Vorticity shed from the leading-edge shear layer forms coherent LEVs that are identified with a $\gamma _2$ vortex detection algorithm. Despite the relatively high $\varLambda$ ($35^{\circ }$), which is indicated in figure 1(a), no evidence is found of an attached LEV that remains stably attached as, for instance, occurs on a delta wing. In contrast, LEVs convect downstream at half of the free-stream velocity, which is approximately the mean shear layer velocity. Vorticity shed by the trailing edge forms smaller and less coherent TEVs (whose velocity could not be quantified). Reducing $\eta _{0}$ by $10^\circ$, results in drops of the driving and side forces of 17 % and 30 %, respectively.

The main finding of this work is that the slope of the lift with the angle of attack is independent of the sail twist, despite the significantly three-dimensional flow field around the sail. At the sail trim corresponding to the maximum driving force, the sail is either stalled or experiences leading-edge separation followed by flow reattachment depending on the twist. Remarkably, both of these conditions result in a similar force because the overall vorticity field is only marginally affected by the local flow reattachment.

Stalled sails generate surface counter-rotating vorticity, but this vorticity is negligible compared with the free vorticity in the near wake. Changes in the vorticity fluxes are found to be governed by vortex tilting rather than vortex annihilation.

Because the point of flow separation is fixed at the leading edge, these general conclusions are expected to be valid also at the higher Reynolds numbers of a full-scale sail. However, we speculate that, while the reattached boundary layer in recirculating regions is likely to relaminarise in the experiments, see for example the findings on the flow past circular arcs by Souppez et al. (2022), relaminarisation is unlikely to occur at full scale.
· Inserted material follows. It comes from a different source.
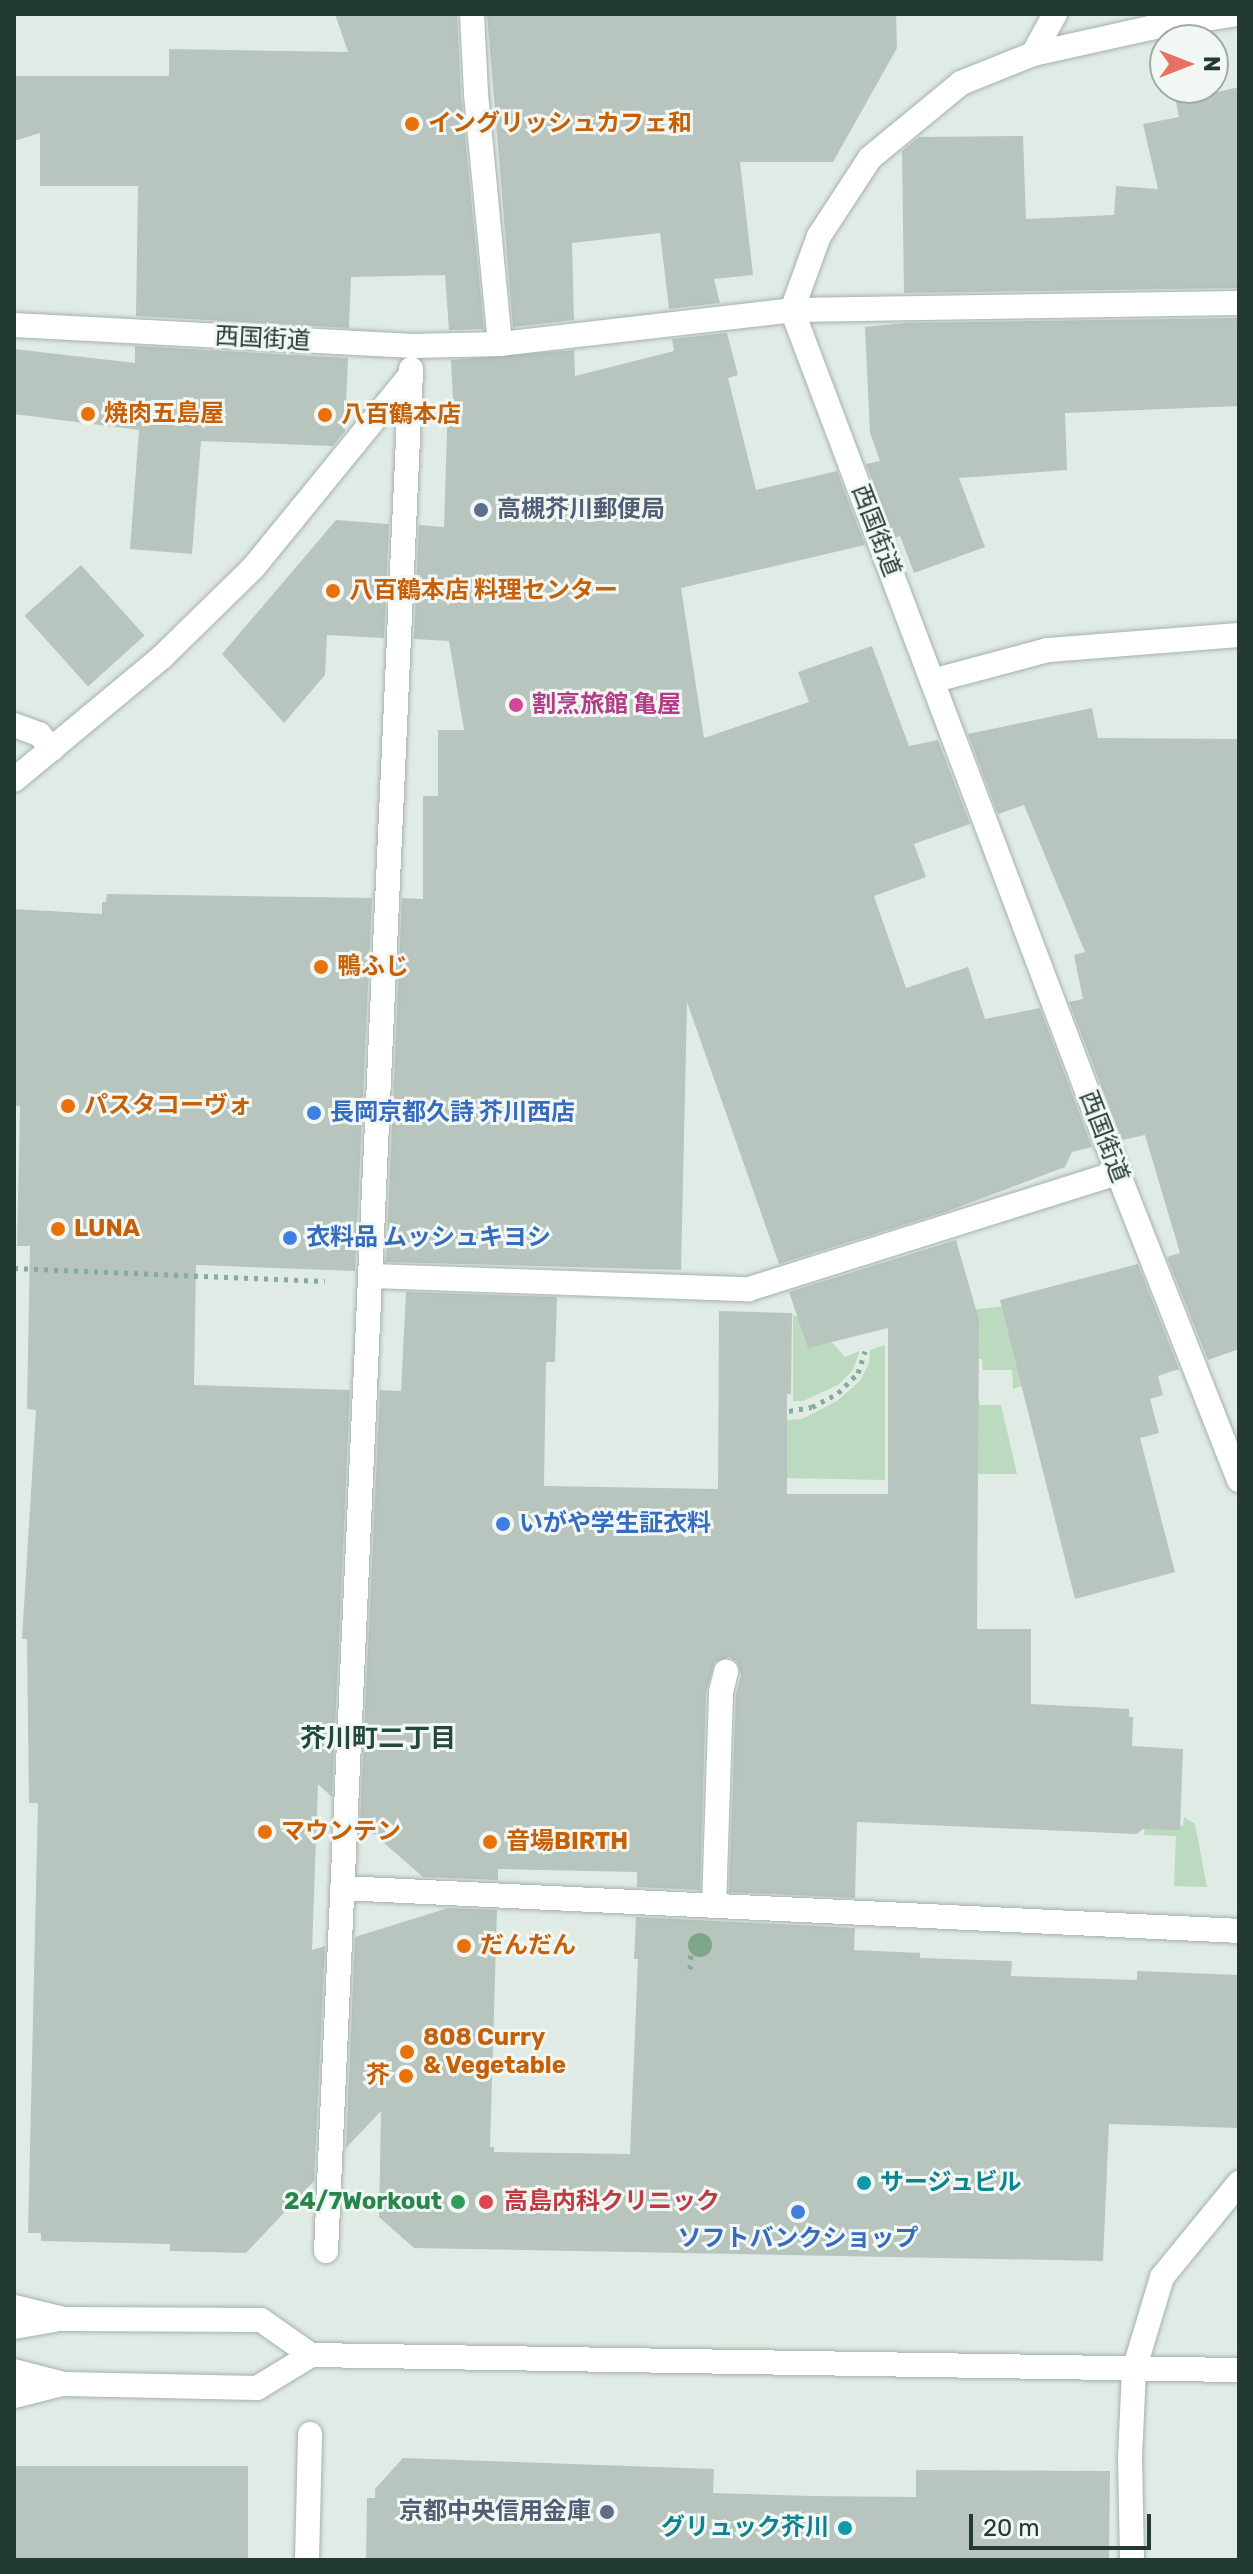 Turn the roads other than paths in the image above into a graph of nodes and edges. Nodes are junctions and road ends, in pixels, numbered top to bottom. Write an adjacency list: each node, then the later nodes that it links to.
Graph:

The spinnaker was tested in isolation, without the hull and the mainsail. It is expected that the effect of the hull would be significant mostly on the lowest sections of the spinnaker and would not change the conclusions of this work. The mainsail circulation should result in a higher average angle of attack on the spinnaker. Consequently, with the mainsail, the sail trim that maximises the thrust would be at $\eta <0^{\circ }$ and less flow separation might occur. Furthermore, if there is sufficient overlap between the two sails, the direction of the mainsail-induced velocity near the spinnaker's trailing edge might promote flow reattachment. Hence, while the present conclusions are expected to hold also at higher Reynolds numbers and in the presence of the mainsail, the measured flow separation could be overestimated.